▶ **Data extract**
BEGIN

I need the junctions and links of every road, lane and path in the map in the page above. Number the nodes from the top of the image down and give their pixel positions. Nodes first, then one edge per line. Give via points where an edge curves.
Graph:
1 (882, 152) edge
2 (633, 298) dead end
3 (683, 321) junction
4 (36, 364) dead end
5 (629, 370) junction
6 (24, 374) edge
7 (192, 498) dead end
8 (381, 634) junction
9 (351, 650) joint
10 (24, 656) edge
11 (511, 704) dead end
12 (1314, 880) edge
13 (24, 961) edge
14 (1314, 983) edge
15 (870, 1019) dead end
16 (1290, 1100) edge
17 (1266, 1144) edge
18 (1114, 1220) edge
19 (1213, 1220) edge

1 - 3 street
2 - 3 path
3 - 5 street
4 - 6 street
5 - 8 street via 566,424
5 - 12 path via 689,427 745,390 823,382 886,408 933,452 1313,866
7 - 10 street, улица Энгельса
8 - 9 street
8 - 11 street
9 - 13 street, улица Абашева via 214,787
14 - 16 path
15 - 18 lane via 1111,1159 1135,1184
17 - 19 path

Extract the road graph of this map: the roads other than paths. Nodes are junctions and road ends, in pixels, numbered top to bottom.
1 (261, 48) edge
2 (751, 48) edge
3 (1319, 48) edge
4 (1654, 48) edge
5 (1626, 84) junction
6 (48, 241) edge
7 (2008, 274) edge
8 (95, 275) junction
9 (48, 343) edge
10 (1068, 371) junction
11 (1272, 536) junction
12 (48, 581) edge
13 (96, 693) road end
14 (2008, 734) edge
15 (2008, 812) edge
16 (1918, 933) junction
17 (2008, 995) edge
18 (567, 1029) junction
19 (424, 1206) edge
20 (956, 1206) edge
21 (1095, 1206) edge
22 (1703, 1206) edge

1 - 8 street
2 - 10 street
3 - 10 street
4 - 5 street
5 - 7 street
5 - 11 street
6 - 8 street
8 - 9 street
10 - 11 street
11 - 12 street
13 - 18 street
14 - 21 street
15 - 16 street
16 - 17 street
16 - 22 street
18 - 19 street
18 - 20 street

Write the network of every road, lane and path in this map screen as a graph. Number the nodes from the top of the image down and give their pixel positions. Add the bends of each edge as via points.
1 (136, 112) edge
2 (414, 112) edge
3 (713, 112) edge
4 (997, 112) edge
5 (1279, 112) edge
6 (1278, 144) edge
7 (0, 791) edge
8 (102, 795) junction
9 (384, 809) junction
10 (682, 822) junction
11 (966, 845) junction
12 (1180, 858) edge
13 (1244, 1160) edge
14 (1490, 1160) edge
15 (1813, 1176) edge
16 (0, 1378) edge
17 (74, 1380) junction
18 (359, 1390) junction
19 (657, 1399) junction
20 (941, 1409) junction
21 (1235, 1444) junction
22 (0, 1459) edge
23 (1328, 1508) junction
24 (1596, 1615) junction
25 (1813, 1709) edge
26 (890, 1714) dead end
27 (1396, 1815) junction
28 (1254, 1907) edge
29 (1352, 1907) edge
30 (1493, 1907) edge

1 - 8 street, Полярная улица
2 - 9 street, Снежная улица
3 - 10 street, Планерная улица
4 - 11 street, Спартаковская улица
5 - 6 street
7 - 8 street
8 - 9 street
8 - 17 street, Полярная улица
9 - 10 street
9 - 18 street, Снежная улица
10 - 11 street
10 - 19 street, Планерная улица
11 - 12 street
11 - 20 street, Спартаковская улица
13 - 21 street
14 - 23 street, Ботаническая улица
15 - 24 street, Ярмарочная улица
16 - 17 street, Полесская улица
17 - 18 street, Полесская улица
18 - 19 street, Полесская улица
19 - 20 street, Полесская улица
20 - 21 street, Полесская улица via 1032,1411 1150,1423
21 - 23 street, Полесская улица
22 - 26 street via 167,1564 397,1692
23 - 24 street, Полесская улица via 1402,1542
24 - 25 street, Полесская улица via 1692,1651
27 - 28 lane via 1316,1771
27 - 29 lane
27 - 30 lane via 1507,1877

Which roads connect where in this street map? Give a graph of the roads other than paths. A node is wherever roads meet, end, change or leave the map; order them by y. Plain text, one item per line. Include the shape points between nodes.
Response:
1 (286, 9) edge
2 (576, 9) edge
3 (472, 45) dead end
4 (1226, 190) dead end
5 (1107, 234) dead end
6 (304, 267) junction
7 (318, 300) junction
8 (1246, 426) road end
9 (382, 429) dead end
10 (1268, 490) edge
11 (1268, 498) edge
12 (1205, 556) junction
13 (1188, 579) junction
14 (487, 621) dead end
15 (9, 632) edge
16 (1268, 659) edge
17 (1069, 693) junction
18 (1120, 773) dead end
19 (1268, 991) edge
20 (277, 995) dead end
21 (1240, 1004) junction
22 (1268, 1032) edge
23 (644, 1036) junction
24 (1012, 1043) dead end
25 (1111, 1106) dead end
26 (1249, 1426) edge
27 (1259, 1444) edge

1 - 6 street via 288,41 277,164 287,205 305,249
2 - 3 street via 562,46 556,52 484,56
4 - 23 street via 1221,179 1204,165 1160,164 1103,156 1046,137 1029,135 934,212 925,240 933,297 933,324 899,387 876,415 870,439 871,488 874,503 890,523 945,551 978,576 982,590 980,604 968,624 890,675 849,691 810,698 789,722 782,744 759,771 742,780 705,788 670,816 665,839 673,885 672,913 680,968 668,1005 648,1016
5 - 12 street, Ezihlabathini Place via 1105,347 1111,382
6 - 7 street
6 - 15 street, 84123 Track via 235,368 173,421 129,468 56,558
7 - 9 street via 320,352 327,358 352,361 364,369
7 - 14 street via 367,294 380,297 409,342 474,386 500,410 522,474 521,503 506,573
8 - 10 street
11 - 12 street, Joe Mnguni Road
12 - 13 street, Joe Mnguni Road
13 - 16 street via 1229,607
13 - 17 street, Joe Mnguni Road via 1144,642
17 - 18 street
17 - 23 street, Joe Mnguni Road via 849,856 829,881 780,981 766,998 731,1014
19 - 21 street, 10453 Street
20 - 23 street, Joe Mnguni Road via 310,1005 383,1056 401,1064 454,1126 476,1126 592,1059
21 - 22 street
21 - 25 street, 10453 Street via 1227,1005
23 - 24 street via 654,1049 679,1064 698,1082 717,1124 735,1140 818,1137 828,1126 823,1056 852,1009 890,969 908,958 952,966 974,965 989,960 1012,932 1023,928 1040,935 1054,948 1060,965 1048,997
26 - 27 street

END

▶ **Your goal**
Pick out each line above that includes "positions" and show it.

▶ **Answer section**
I need the junctions and links of every road, lane and path in the map in the page above. Number the nodes from the top of the image down and give their pixel positions. Nodes first, then one edge per line. Give via points where an edge curves.
Write the network of every road, lane and path in this map screen as a graph. Number the nodes from the top of the image down and give their pixel positions. Add the bends of each edge as via points.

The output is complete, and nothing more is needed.